Brent nodded. “Yeah, yeah, yeah. I remember you telling me about that.”
“Anyway, Great-granny talked him into making a show of leaving town for anybody who knew he’d come back. Then he sneaked back in town and hid out with Great-granny, who told him about everything that had happened, which included facts that only three people knew at the time—that his daughter hadn’t died, the way everybody had been led to believe. They faked her death, placed her with a woman named Mamie Patterson, and she was safe. But they didn’t know whether Sarah was alive or dead. Not after Heath took over when her father died and had Sarah declared insane and put her away.”
“Man, no wonder you were over there so long. This is like a soap opera or some kind of a miniseries.”
“Oh, it was interesting, for sure. Gramps said he left at the end of April 1943. He had no doubt, sitting there looking in her face, that the child originally named Arletha Jane Black was his daughter. But he never knew Pearl was carrying his child. After he left, he didn’t come back. And she had no way of getting in touch with him, even if she’d wanted to. Which, knowing her—for his safety—she wouldn’t have done. Early on, he was never in one place long enough for anyone to get in touch with him.”
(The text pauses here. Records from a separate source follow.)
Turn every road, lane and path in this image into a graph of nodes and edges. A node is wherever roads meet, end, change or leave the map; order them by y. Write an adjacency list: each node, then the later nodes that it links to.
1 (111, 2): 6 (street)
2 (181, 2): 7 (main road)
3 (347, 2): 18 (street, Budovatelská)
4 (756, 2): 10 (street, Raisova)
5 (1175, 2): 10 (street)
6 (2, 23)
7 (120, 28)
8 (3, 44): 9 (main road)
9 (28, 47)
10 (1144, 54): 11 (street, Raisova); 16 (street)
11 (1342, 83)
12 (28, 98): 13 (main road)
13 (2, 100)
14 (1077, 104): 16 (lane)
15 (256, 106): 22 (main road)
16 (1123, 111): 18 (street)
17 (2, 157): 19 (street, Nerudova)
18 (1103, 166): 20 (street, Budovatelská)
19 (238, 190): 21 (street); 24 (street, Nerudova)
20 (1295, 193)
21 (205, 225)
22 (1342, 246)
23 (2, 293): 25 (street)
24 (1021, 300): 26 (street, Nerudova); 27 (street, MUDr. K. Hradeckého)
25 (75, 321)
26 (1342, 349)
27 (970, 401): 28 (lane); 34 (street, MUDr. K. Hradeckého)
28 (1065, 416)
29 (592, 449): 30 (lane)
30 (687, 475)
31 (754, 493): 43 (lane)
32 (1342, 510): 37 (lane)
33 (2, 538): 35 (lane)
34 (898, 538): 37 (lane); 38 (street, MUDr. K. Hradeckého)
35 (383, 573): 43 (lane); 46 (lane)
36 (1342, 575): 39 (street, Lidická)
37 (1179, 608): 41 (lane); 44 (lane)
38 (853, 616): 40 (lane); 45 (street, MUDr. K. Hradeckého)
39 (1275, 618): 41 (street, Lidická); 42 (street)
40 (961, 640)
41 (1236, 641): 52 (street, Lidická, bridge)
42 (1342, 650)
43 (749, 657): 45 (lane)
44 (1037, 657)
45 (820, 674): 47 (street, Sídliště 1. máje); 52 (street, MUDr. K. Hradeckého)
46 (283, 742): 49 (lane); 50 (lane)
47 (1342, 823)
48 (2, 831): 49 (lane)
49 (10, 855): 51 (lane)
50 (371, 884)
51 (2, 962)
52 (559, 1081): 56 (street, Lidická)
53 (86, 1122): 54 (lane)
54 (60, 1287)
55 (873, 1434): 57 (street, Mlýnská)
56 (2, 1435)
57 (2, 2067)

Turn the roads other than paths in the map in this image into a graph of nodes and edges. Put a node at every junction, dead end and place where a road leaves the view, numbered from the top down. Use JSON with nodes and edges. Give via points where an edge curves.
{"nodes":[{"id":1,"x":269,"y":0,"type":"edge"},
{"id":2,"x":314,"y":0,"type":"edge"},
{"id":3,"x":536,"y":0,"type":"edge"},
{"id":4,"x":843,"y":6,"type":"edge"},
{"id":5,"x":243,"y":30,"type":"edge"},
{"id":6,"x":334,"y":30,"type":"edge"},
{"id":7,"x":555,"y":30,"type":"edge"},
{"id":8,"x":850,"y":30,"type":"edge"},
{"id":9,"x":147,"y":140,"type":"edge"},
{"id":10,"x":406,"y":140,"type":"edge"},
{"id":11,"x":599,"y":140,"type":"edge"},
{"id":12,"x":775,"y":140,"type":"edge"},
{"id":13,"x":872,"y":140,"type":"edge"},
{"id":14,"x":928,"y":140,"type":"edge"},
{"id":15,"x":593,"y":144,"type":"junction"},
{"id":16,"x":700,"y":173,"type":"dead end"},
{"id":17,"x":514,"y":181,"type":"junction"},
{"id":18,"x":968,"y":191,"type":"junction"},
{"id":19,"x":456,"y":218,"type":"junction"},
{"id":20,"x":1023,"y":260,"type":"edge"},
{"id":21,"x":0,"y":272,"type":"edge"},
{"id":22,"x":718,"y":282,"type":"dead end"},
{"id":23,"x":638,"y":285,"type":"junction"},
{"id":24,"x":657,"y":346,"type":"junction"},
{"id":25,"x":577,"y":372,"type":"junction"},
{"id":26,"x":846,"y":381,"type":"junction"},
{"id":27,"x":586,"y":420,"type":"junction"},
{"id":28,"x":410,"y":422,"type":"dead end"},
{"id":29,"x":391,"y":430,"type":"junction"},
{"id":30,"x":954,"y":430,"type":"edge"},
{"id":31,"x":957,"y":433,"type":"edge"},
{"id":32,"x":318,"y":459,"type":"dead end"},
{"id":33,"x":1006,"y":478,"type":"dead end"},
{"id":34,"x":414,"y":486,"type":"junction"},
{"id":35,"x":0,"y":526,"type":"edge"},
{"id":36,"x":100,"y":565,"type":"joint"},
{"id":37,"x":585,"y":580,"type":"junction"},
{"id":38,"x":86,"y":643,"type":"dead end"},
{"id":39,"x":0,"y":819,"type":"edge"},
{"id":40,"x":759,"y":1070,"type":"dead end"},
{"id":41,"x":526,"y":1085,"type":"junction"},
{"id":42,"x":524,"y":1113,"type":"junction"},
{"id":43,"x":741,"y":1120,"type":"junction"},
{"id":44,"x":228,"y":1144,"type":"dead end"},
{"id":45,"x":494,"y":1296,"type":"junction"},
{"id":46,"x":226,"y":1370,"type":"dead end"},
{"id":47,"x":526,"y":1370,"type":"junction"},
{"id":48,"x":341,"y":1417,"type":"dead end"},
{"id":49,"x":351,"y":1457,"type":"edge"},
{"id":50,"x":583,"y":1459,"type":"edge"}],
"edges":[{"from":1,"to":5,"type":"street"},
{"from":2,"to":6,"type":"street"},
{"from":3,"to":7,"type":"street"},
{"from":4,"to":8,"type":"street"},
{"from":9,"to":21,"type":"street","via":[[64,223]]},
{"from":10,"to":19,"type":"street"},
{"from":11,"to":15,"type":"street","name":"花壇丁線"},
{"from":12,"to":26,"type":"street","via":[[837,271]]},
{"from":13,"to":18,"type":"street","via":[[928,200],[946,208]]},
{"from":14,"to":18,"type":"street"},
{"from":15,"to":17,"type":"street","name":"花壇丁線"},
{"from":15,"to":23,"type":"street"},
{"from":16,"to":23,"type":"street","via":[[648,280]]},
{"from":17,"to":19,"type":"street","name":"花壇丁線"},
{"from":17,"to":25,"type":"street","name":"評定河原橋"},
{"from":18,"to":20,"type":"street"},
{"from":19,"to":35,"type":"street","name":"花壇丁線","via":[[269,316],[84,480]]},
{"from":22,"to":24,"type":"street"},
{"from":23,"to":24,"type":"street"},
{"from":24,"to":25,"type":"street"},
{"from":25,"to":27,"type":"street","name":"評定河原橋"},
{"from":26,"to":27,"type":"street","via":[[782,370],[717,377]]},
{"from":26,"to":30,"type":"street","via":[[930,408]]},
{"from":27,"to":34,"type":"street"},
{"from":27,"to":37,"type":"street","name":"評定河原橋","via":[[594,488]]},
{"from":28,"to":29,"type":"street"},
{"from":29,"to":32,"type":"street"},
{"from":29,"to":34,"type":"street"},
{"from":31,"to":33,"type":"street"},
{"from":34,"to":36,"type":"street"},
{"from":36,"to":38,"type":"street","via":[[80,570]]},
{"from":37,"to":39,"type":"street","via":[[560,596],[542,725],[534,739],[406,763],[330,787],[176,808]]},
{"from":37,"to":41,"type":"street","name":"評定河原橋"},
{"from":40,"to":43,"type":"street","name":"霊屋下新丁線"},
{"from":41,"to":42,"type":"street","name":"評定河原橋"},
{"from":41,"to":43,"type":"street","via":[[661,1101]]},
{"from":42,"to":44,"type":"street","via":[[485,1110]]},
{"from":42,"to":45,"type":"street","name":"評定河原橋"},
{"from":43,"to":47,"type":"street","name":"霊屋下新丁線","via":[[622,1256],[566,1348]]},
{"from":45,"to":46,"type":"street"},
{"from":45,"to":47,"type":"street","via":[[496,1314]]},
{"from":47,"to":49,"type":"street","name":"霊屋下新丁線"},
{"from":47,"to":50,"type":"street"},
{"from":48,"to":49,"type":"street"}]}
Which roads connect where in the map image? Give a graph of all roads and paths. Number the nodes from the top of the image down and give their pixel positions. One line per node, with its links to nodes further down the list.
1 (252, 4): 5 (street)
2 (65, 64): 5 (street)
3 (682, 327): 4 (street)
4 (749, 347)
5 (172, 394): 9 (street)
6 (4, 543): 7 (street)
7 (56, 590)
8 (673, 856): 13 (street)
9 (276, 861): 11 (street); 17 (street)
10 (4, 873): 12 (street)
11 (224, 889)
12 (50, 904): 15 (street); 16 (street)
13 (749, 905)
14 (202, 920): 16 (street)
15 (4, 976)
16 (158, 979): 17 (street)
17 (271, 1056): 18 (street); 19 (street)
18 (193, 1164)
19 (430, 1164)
“So he probably didn’t know about the man Pearl married and who Arletha grew up believing was her father.”
“Gramps gave his thoughts on that. He, Pearl, and Samuel Williams were all the best of friends. He believes when Great-granny learned she was pregnant, especially at her age, which was thirty-nine at the time, and especially since she didn’t even believe she could carry another child . . . Okay, side note. It appears Great-granny had been married when she was twenty-two to a man who was extremely abusive. His last abusive act caused her to lose the baby she was carrying, and the injury sustained was said to prevent her from ever conceiving any children. Gramps believes Samuel, also Great-granny’s friend, must have plotted with her to keep anyone from knowing who the real father was. He threw the out-of-wedlock pregnancy suspicions onto himself, then later married her to seal the deal. Knowing now that she could conceive children, she and Samuel had three together.”